吳昭儀笑得真心:“淑妃姐姐這話極為真理,世間想找長公主這么有福氣的人確實難了,也是別人羨慕不來的。”
曹淑妃笑著點點頭,不做言論。天下最有福之人乃是她的兒子,當朝太子——沐赫,大游的下一任天子。
沐妧若真有福氣,出生不久后,文圣賢皇后便不會死,她自己更不會一傻十年多。
便是真有福氣又如何,沐妧始終是個死丫頭,將來長大嫁人了事,能翻起起什么風浪?
嫁人,沐妧嫁人倒是一個很好的主意,以前怎么沒有想到呢?
司貴人看著沐妧手中的雞,眼神亮閃閃:“長公主,您懷抱著的便是傳說中的大吉?早有耳聞了!”
沐妧早已坐到自己的座位前,與大吉斗嘴,別人都沒吃什么,她率先喂雞,說得過去嗎?
聽見司貴人的話,便將大吉放在桌上:“只是一只普通的野雞,并無什么特殊之處。

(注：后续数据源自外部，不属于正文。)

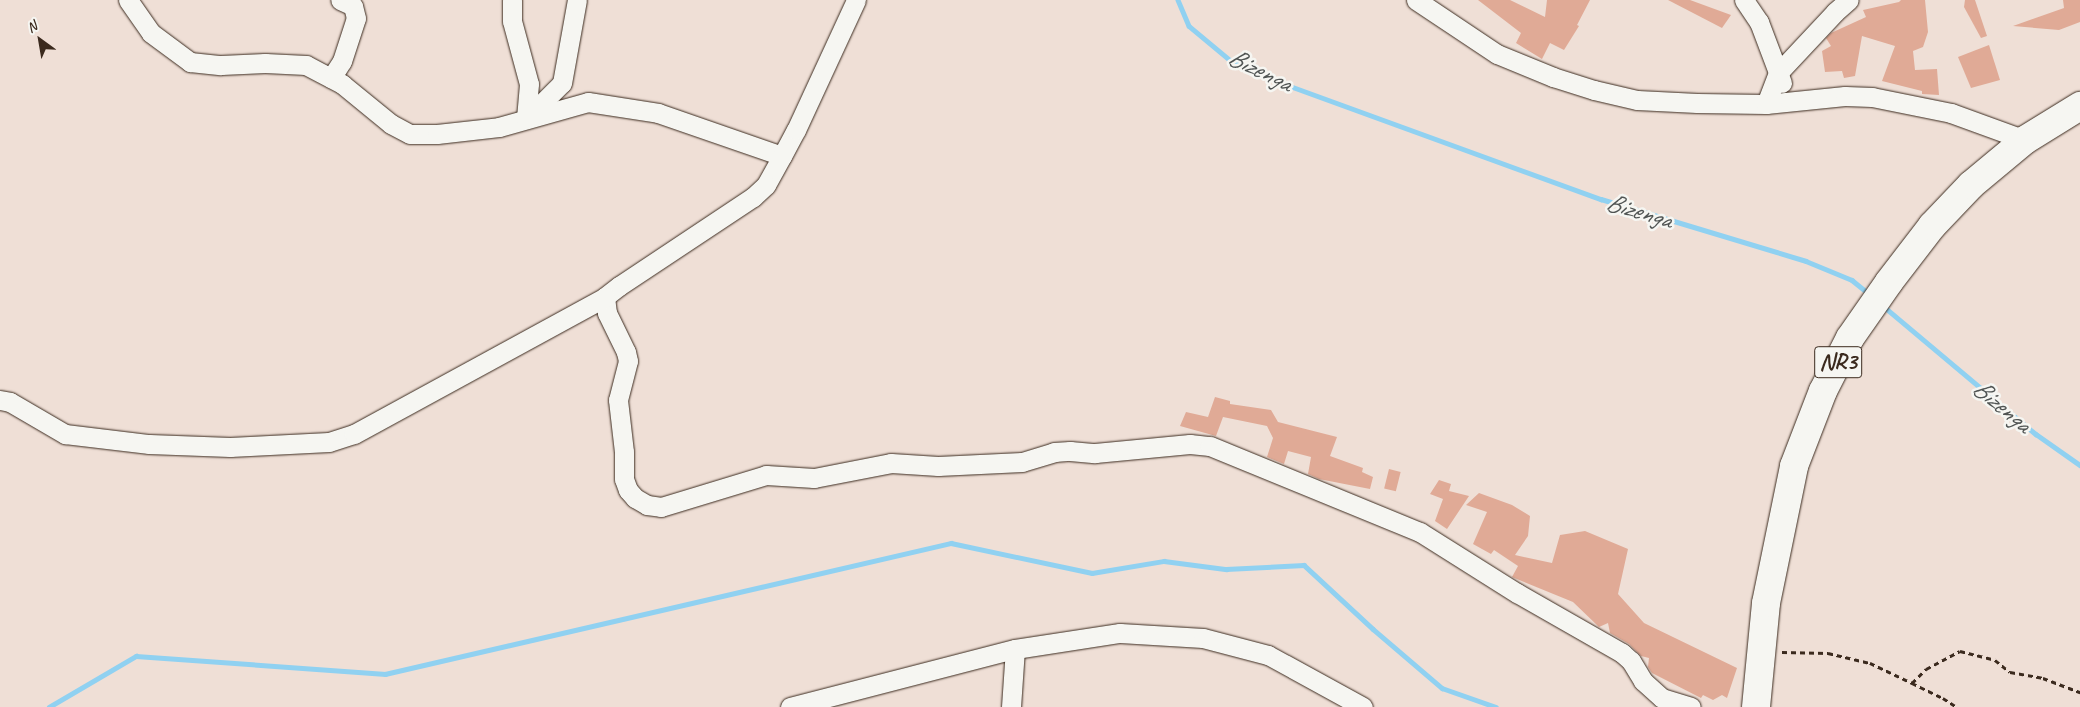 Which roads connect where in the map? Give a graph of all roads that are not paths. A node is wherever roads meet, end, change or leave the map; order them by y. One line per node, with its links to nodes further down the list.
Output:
1 (128, 0): 10 (street)
2 (340, 0): 10 (street)
3 (512, 0): 14 (street)
4 (577, 0): 14 (street)
5 (856, 0): 16 (street)
6 (1416, 0): 12 (street)
7 (1744, 0): 9 (street)
8 (1849, 0): 9 (street)
9 (1778, 73): 11 (street); 12 (street)
10 (331, 78): 14 (street)
11 (1789, 101): 12 (street); 15 (street)
12 (1766, 104)
13 (2080, 106): 15 (highway, NR3)
14 (526, 119): 16 (street)
15 (2025, 140): 24 (highway, NR3)
16 (782, 156): 17 (street)
17 (605, 297): 18 (street); 23 (street)
18 (0, 400)
19 (1015, 649): 20 (street); 21 (street); 22 (street)
20 (790, 707)
21 (1011, 707)
22 (1363, 707)
23 (1691, 707)
24 (1756, 707) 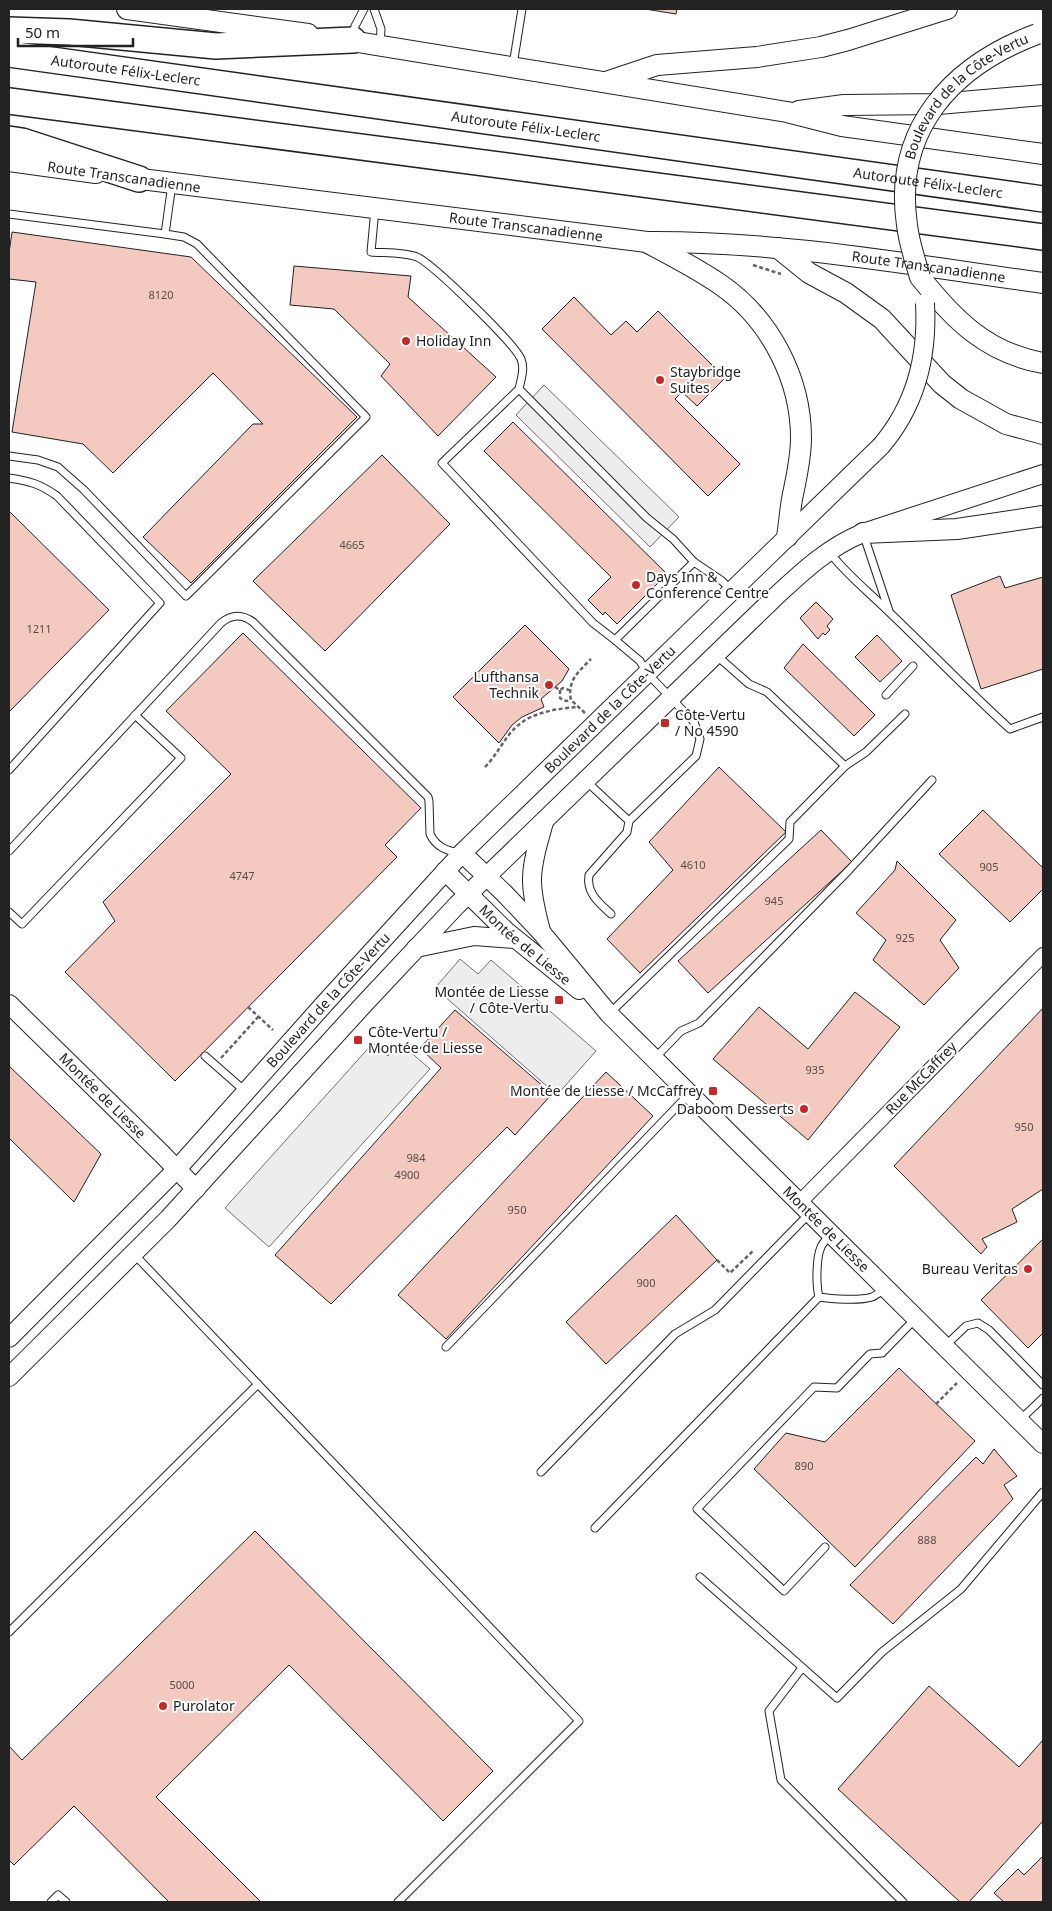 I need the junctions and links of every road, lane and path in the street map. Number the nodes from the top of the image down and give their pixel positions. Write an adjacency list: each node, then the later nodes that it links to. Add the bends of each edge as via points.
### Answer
1 (127, 9): 6 (main road)
2 (364, 9): 9 (lane)
3 (374, 9): 10 (lane, via 381,29)
4 (522, 9): 12 (lane)
5 (947, 9): 13 (main road, via 821,47 757,57 657,65)
6 (166, 12): 9 (main road)
7 (9, 30): 9 (highway, via 69,32 216,46)
8 (1043, 32): 31 (main road, Boulevard de la Côte-Vertu, bridge, via 1001,49 963,74 940,99 922,128 908,168 905,207 909,239)
9 (352, 40): 10 (main road)
10 (380, 45): 12 (main road)
11 (9, 54): 22 (highway, Autoroute Félix-Leclerc)
12 (513, 66): 13 (main road)
13 (607, 82): 16 (main road)
14 (1043, 95): 16 (main road, via 938,104 844,105)
15 (9, 101): 26 (highway)
16 (787, 112): 18 (main road, via 858,129)
17 (9, 139): 20 (highway)
18 (1043, 154)
19 (9, 161): 20 (main road, Route Transcanadienne)
20 (139, 179): 21 (main road, Route Transcanadienne)
21 (172, 184): 23 (main road, Route Transcanadienne); 25 (lane)
22 (1043, 199)
23 (375, 209): 27 (main road, Route Transcanadienne); 34 (lane, via 371,252 416,257 440,273 520,357 523,368)
24 (9, 214): 25 (lane)
25 (165, 234): 36 (lane, via 184,237 197,244 366,417 186,596 58,467)
26 (1043, 237)
27 (646, 242): 28 (main road, Route Transcanadienne, via 702,241); 41 (main road, via 708,277 738,299 761,323 778,349 796,397 802,440)
28 (778, 248): 32 (main road, Route Transcanadienne); 35 (main road, via 809,274 846,293 882,319 942,384 961,399 1006,424)
29 (745, 263): 30 (path)
30 (788, 276)
31 (920, 277): 33 (main road, via 976,336 1007,353); 41 (street, Boulevard de la Côte-Vertu, bridge, via 926,317 924,343 920,370 907,408 881,446)
32 (1043, 283)
33 (1043, 363)
34 (519, 390): 43 (lane); 46 (lane, via 442,463 592,622)
35 (1043, 434)
36 (9, 456)
37 (1043, 474): 40 (street, Boulevard de la Côte-Vertu)
38 (9, 478): 64 (lane, via 30,481 57,496 160,603)
39 (1043, 516): 40 (main road, via 957,529)
40 (863, 533): 42 (street, Boulevard de la Côte-Vertu); 45 (lane)
41 (787, 537): 44 (street, Boulevard de la Côte-Vertu)
42 (829, 551): 45 (lane, via 840,566); 47 (street, Boulevard de la Côte-Vertu)
43 (694, 562): 44 (lane); 46 (lane)
44 (732, 591): 50 (street, Boulevard de la Côte-Vertu)
45 (889, 611): 61 (lane, via 972,695 1010,728)
46 (616, 640): 50 (lane, via 640,661)
47 (716, 654): 56 (street, Boulevard de la Côte-Vertu); 62 (lane, via 749,684 767,692)
48 (591, 660): 53 (path, via 573,677)
49 (913, 666): 54 (lane)
50 (647, 673): 56 (lane); 70 (street, Boulevard de la Côte-Vertu)
51 (555, 687): 52 (path)
52 (560, 690): 53 (path); 55 (path, via 560,698 567,701)
53 (570, 690): 55 (path)
54 (886, 695)
55 (571, 698): 57 (path)
56 (671, 698): 66 (street, Boulevard de la Côte-Vertu); 68 (lane, via 694,722 700,739 696,756)
57 (578, 707): 58 (path); 63 (path, via 549,710 522,722)
58 (586, 714)
59 (905, 714): 62 (lane, via 866,752)
60 (135, 715): 69 (lane); 70 (lane, via 221,623 231,616 243,616 428,797 430,834); 74 (lane, via 181,758 22,924)
61 (1043, 717)
62 (845, 766): 82 (lane, via 790,822 789,839)
63 (485, 767)
64 (9, 770)
65 (932, 780): 87 (lane, via 700,1023 681,1031)
66 (586, 781): 67 (street, Boulevard de la Côte-Vertu); 68 (lane)
67 (544, 821): 72 (street, Boulevard de la Côte-Vertu); 76 (street, via 532,876)
68 (629, 821): 75 (lane, via 627,832 588,875 589,889 594,898)
69 (9, 851)
70 (454, 852): 71 (street, Boulevard de la Côte-Vertu); 72 (street, Montée de Liesse)
71 (445, 871): 73 (street, Montée de Liesse); 88 (street, Boulevard de la Côte-Vertu)
72 (487, 876): 73 (street, Boulevard de la Côte-Vertu); 76 (street, Montée de Liesse)
73 (467, 894): 77 (street, Montée de Liesse); 78 (street, Boulevard de la Côte-Vertu)
74 (9, 912)
75 (611, 914)
76 (541, 932): 82 (street, Montée de Liesse)
77 (515, 939): 78 (street, via 474,936); 82 (street, Montée de Liesse)
78 (416, 948): 91 (street, Boulevard de la Côte-Vertu)
79 (1043, 955): 92 (street, Rue McCaffrey)
80 (9, 1004): 90 (street, Montée de Liesse)
81 (248, 1007): 83 (path)
82 (609, 1014): 87 (street, Montée de Liesse)
83 (259, 1016): 84 (path); 85 (path)
84 (273, 1030)
85 (228, 1050)
86 (205, 1056): 88 (lane)
87 (655, 1058): 89 (street, Montée de Liesse)
88 (246, 1092): 90 (street, Boulevard de la Côte-Vertu)
89 (690, 1093): 92 (street, Montée de Liesse); 102 (lane)
90 (177, 1169): 91 (street, Montée de Liesse); 100 (street, Boulevard de la Côte-Vertu)
91 (196, 1189): 95 (street, Boulevard de la Côte-Vertu)
92 (805, 1207): 93 (street, Montée de Liesse); 111 (lane, via 715,1310 675,1334)
93 (831, 1233): 97 (street, Montée de Liesse); 98 (lane, via 819,1256)
94 (754, 1250): 96 (path, via 730,1273)
95 (133, 1253): 103 (street, Boulevard de la Côte-Vertu); 106 (lane)
96 (717, 1260)
97 (886, 1288): 98 (lane, via 870,1298); 99 (street, Montée de Liesse)
98 (819, 1296): 113 (lane)
99 (916, 1317): 101 (street, Montée de Liesse); 114 (lane, via 882,1353 870,1354 837,1388 814,1386 697,1509 784,1591)
100 (9, 1338)
101 (945, 1346): 104 (lane, via 966,1326 978,1323); 109 (street, Montée de Liesse)
102 (446, 1347)
103 (9, 1376)
104 (1042, 1380)
105 (957, 1383): 108 (path)
106 (258, 1384): 116 (lane); 120 (lane, via 580,1721)
107 (1043, 1398): 109 (lane)
108 (936, 1404)
109 (1020, 1420): 110 (street, Montée de Liesse)
110 (1043, 1444)
111 (541, 1472)
112 (1043, 1492): 117 (lane, via 961,1589 882,1652 837,1698)
113 (595, 1528)
114 (826, 1547)
115 (700, 1577): 117 (lane)
116 (9, 1632)
117 (802, 1668): 121 (lane, via 770,1711 781,1780)
118 (51, 1902): 119 (lane, via 58,1895)
119 (66, 1902)
120 (398, 1902)
121 (903, 1902) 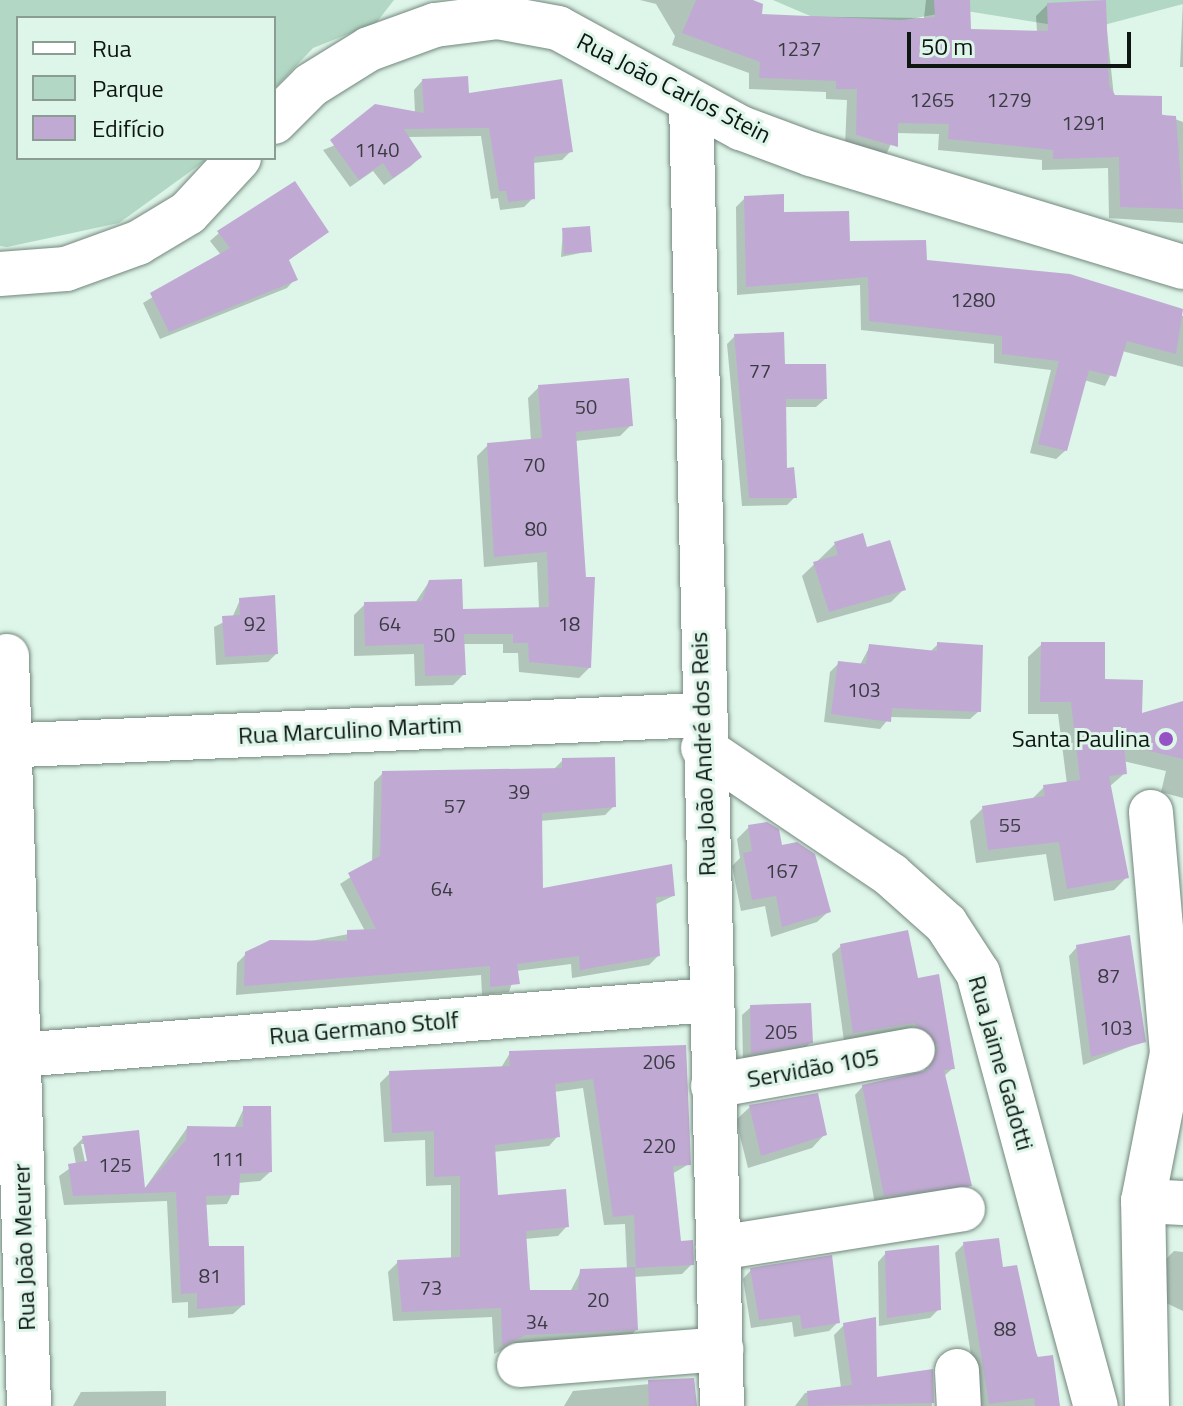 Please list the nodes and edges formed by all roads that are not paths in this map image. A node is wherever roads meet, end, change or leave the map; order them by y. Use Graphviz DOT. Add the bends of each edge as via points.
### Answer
graph roads {
  1 [pos="691,102"];
  2 [pos="276,120"];
  3 [pos="237,160"];
  4 [pos="1183,267"];
  5 [pos="0,274"];
  6 [pos="7,656"];
  7 [pos="702,731"];
  8 [pos="5,746"];
  9 [pos="1151,812"];
  10 [pos="710,1000"];
  11 [pos="913,1050"];
  12 [pos="19,1055"];
  13 [pos="713,1086"];
  14 [pos="1163,1202"];
  15 [pos="963,1209"];
  16 [pos="718,1248"];
  17 [pos="721,1349"];
  18 [pos="519,1365"];
  19 [pos="29,1406"];
  20 [pos="722,1406"];
  21 [pos="1096,1406"];
  22 [pos="1147,1406"];
  1 -- 2 [label="street, Rua João Carlos Stein" via="558,28 498,17 435,25 369,49 311,85"];
  1 -- 4 [label="street, Rua João Carlos Stein" via="811,154"];
  1 -- 7 [label="street, Rua João André dos Reis"];
  3 -- 5 [label="street" via="188,213 138,243 66,269"];
  6 -- 8 [label="street, Rua João Meurer"];
  7 -- 8 [label="street, Rua Marculino Martim"];
  7 -- 10 [label="street, Rua João André dos Reis"];
  7 -- 21 [label="street, Rua Jaime Gadotti" via="891,875 946,924 978,973"];
  8 -- 12 [label="street, Rua João Meurer"];
  9 -- 14 [label="street" via="1172,1053"];
  10 -- 12 [label="street, Rua Germano Stolf"];
  10 -- 13 [label="street, Rua João André dos Reis"];
  11 -- 13 [label="street, Servidão 105"];
  12 -- 19 [label="street, Rua João Meurer"];
  13 -- 16 [label="street, Rua João André dos Reis"];
  14 -- 22 [label="street"];
  15 -- 16 [label="street"];
  16 -- 17 [label="street, Rua João André dos Reis"];
  17 -- 18 [label="street"];
  17 -- 20 [label="street, Rua João André dos Reis"];
}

若真有特殊之處,也只是比尋常的野雞挑嘴些,也能吃些。”
大吉一僵,頓時猶如被圍觀的猴子一般,又聽見沐妧的話,險些翻了桌子。
野雞?還是挑嘴能吃的野雞。
咯咯···你妹的,心里變態,壓抑過度了,沒別的法子發泄,只知逮著我不放,這樣心里才平衡啊?
特么大不了一拍兩散,去你妹的。
沐妧重又將大吉抱在懷中:稍安勿躁,多思多想。若人人得知你是一只神雞,你的下場是什么?我的下場又會怎么樣?
無安寧之日,明白嗎?
咯咯···貌似有理,但為什么聽著就是不舒服呢?你妹的,這都是些什么話啊?
沐妧:也是夠了,別添亂了,關機中!
司貴人掩帕子而笑:“瞧長公主說的,別人想要還沒有呢!大吉觀之便非同尋常,羽毛格外漂亮。”
“一般的雞,除非家飼,不然一般極難溫順。大吉來到后,并無喧嘩,可見是很通靈性了!”
大吉傲嬌的伸長脖子,瞧瞧一個外人說話都這么入耳好聽,你一個知根知底的人,卻處處詆毀,沒良心。
沐妧不由正視了司貴人兩眼,一副天真的模樣下長著一顆怎樣的玲瓏心腸?
“司貴人抬舉了,大吉也是平常的很,并無過人之處。”
司貴人眼露絲絲渴望:“長公主可以將大吉給我抱抱嗎?太可愛了。”
大吉打了一個哆嗦,其他女人的懷抱還是能免則免吧,他可不習慣。
司貴人未等沐妧答話,便有些頹喪道:“是我奢望了,大吉好像并不喜歡我。”
“誰不喜歡你了?”沐戰封一身白色常服領著申豹花走進來道。
司貴人破愁為笑:“沒有呢,見過皇上!”
沐妧、曹淑妃等人起身行禮:“見過皇上!”
沐戰封走到首座坐下:“禮數都免了吧,也無外人,都是自家人,坐吧!”
沐妧曹淑妃等人:“謝皇上!”
沐戰封看向沐妧:“在這兒住的可還習慣?”
沐妧:“有父皇的地方,怎么都是習慣的,且這里涼爽舒適。”
沐戰封大笑:“就你會說話,不過看著你胖了一圈,可見確實住的不錯。”
沐妧撇嘴:“父皇看錯了,我哪有胖了一圈兒啊?人家明明很苗條的。”
沐戰封指了指沐妧:“胖點兒好看,不過你不胖也是好看的。”
曹淑妃嬌笑:“長公主的長相像極了文圣賢皇后,天下無雙,臣妾看著都賞心悅目的很,更別提皇上了。”
最近皇上去司貴人那兒也太勤了,司貴人若是尋常官宦人家的女子,懷上龍嗣也無大礙。
但司貴人的家世太過強大,一般人難以仰望,萬一若懷有皇子,便是太子最大的競爭者。
不管這種可能性有多低,都要抹殺在搖籃里,以免多出事端。
皇上,想想文世賢皇后吧,若還是被狐貍精迷惑,您的長情可要變質了。
果然,沐戰封聽到文圣賢皇后面色冷了些,眼底毫不掩飾的懷念。